Desde ya es una etapa superadora del peronismo. Ellos se conciben como un peronismo nuevo, que no necesita rendirle ningún tipo de respeto ni a Perón ni a Evita, sobre todo no a Perón. Si avanza más tal vez lo consiga, eso se va a saber un poco en relación a qué es lo que hacen los demás actores y qué es lo que pasa con la economía. Todavía está muy verde todo como para saber hasta dónde se va a hundir la economía. Si la economía crece poco pero sigue creciendo, es una situación. Pero si deja de crecer, es otra situación.

¿Cuál cree que va a ser la estrategia de los gobernadores, intendentes y los sindicatos alineados al Gobierno en 2013?

Habrá que ver cuánto cambia la situación y cuánto se atreven estos líderes peronistas a apostar. Hasta ahora se los ve demasiado conservadores en sus apuestas. Scioli y el grueso de los intendentes y sindicalistas están muy temerosos a no cometer el mismo error de subestimar el poder del kirchnerismo y sobre todo el poder estatal y fiscal del kirchnerismo. Se subestimó en el 2009 y aprendieron de eso, a no volver a subestimarlo. Por otro lado, el riesgo que tienen esos sectores es que su apuesta a no romper es una apuesta que puede funcionar si se dan ciertas circunstancias. Si la crisis económica es muy aguda y el gobierno prefiere perjudicar al peronismo antes que abrir el juego, no correr riesgos va a ser lo peor que ellos pueden haber hecho. Entonces los beneficiarios de la crisis van a ser Moyano y Macri. Scioli va a apostar hasta último minuto a la reconciliación del peronismo y a convencer de que él es la sucesión menos mala para ella, el que menos conflictos le va a traer. Pero Cristina va a apostar hasta último momento a perjudicar a Scioli más que favorecerle esa sucesión. Para Cristina me parece que es mejor que el peronismo pierda las elecciones que vienen a que las gane Scioli. Para ella es mejor tener al peronismo dividido y derrotado que tener a Scioli de sucesor. Por eso la apuesta de no correr riesgos creo que es una apuesta equivocada.

Con Boudou fuera de la cancha, ¿el kirchnerismo tiene otra alternativa a la reforma constitucional?

Están inventando a Alicia Kirchner para la lista de diputados en la provincia de Buenos Aires, a Máximo en Santa Cruz. Después las expectativas de Cristina en relación a los jóvenes camporistas que pueden tener un desempeño electoral bueno en el 2013. Esas son apuestas, expectativas, hay que ver si pueden funcionar. Yo diría que tiene pocas chances, pero tal vez las tenga si el gobierno logra evitar la crisis y el año que viene vuelve a crecer la economía, esos pueden ser candidatos. Va a ser difícil que el peronismo se aliñe atrás de Alicia o a tipos como Kicillof o cualquier otro. Pero es una apuesta posible. La otra es la reforma constitucional, pero creo que la reforma tiene también muchas complicaciones.

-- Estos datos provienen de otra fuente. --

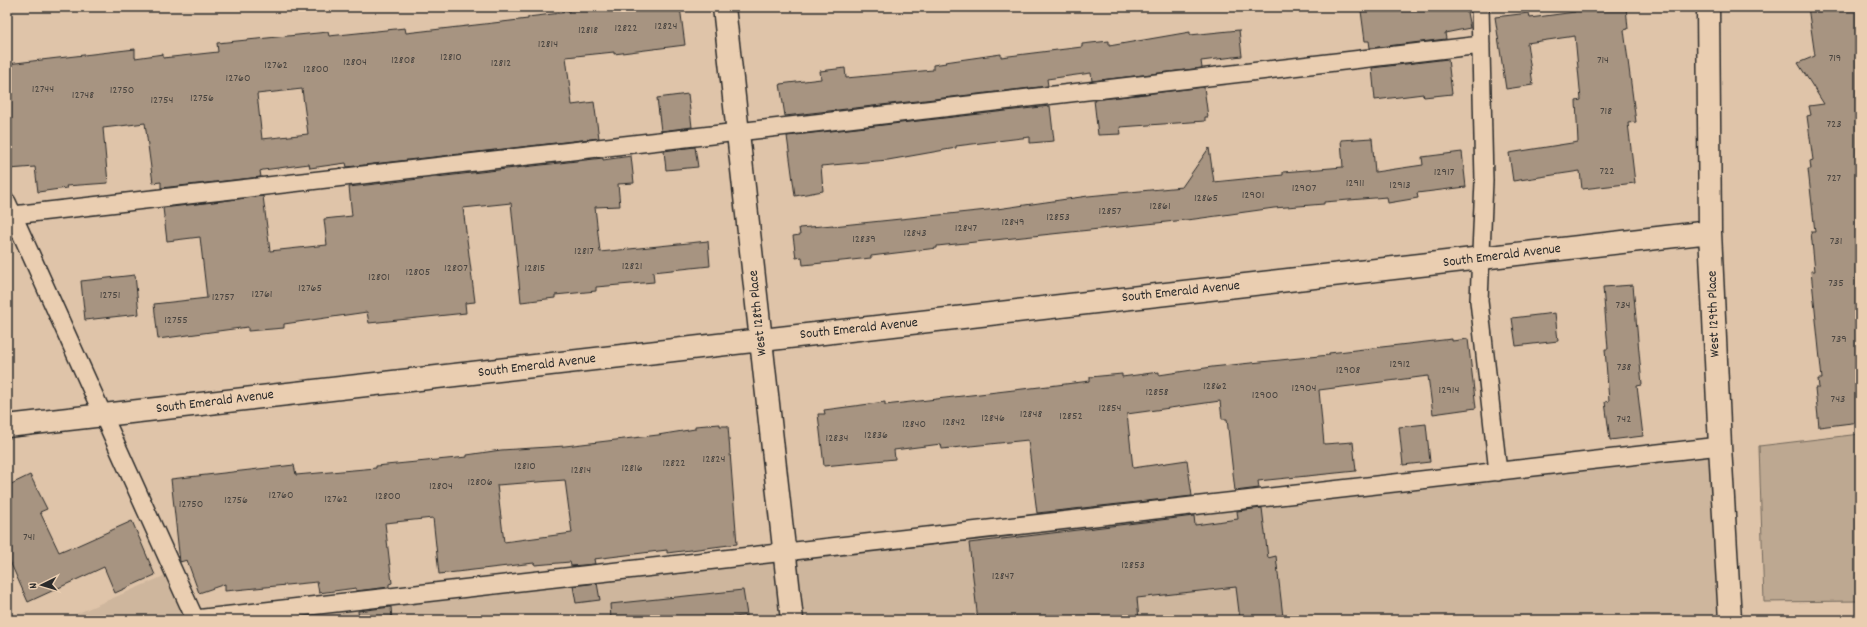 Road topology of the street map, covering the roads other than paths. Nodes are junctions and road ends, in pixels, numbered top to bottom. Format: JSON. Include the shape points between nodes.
{"nodes":[{"id":1,"x":724,"y":7,"type":"edge"},
{"id":2,"x":1480,"y":7,"type":"edge"},
{"id":3,"x":1708,"y":7,"type":"edge"},
{"id":4,"x":1481,"y":45,"type":"junction"},
{"id":5,"x":738,"y":132,"type":"junction"},
{"id":6,"x":10,"y":209,"type":"edge"},
{"id":7,"x":1710,"y":232,"type":"junction"},
{"id":8,"x":1480,"y":258,"type":"junction"},
{"id":9,"x":761,"y":340,"type":"junction"},
{"id":10,"x":104,"y":415,"type":"junction"},
{"id":11,"x":7,"y":426,"type":"edge"},
{"id":12,"x":1720,"y":446,"type":"junction"},
{"id":13,"x":1498,"y":472,"type":"junction"},
{"id":14,"x":784,"y":552,"type":"junction"},
{"id":15,"x":792,"y":620,"type":"edge"},
{"id":16,"x":1730,"y":620,"type":"edge"}],
"edges":[{"from":1,"to":5,"type":"street","name":"West 128th Place"},
{"from":2,"to":4,"type":"lane"},
{"from":3,"to":7,"type":"street","name":"West 129th Place"},
{"from":4,"to":5,"type":"lane"},
{"from":4,"to":8,"type":"lane","via":[[1484,181]]},
{"from":5,"to":6,"type":"lane"},
{"from":5,"to":9,"type":"street","name":"West 128th Place"},
{"from":6,"to":10,"type":"lane"},
{"from":7,"to":8,"type":"street","name":"South Emerald Avenue"},
{"from":7,"to":12,"type":"street","name":"West 129th Place"},
{"from":8,"to":9,"type":"street","name":"South Emerald Avenue"},
{"from":8,"to":13,"type":"lane","via":[[1479,301]]},
{"from":9,"to":10,"type":"street","name":"South Emerald Avenue"},
{"from":9,"to":14,"type":"street","name":"West 128th Place"},
{"from":10,"to":11,"type":"street","name":"South Emerald Avenue"},
{"from":10,"to":14,"type":"lane","via":[[195,619]]},
{"from":12,"to":13,"type":"lane"},
{"from":12,"to":16,"type":"street","name":"West 129th Place"},
{"from":13,"to":14,"type":"lane"},
{"from":14,"to":15,"type":"street","name":"West 128th Place"}]}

¿El kirchnerismo ya llegó a su techo electoral?

En 2011, el escenario político, sectorial y económico marcaba el fin del impulso de recuperación desde los comicios 2009 y el gasto público a toda máquina. En el nuevo escenario, habrá que ver si consiguen recursos. Van a tener un sindicalismo a lo sumo debilitado si no en contra y luego de YPF la fuga de divisas no va a detenerse, no hay motivo para que los empresarios confíen en el gobierno.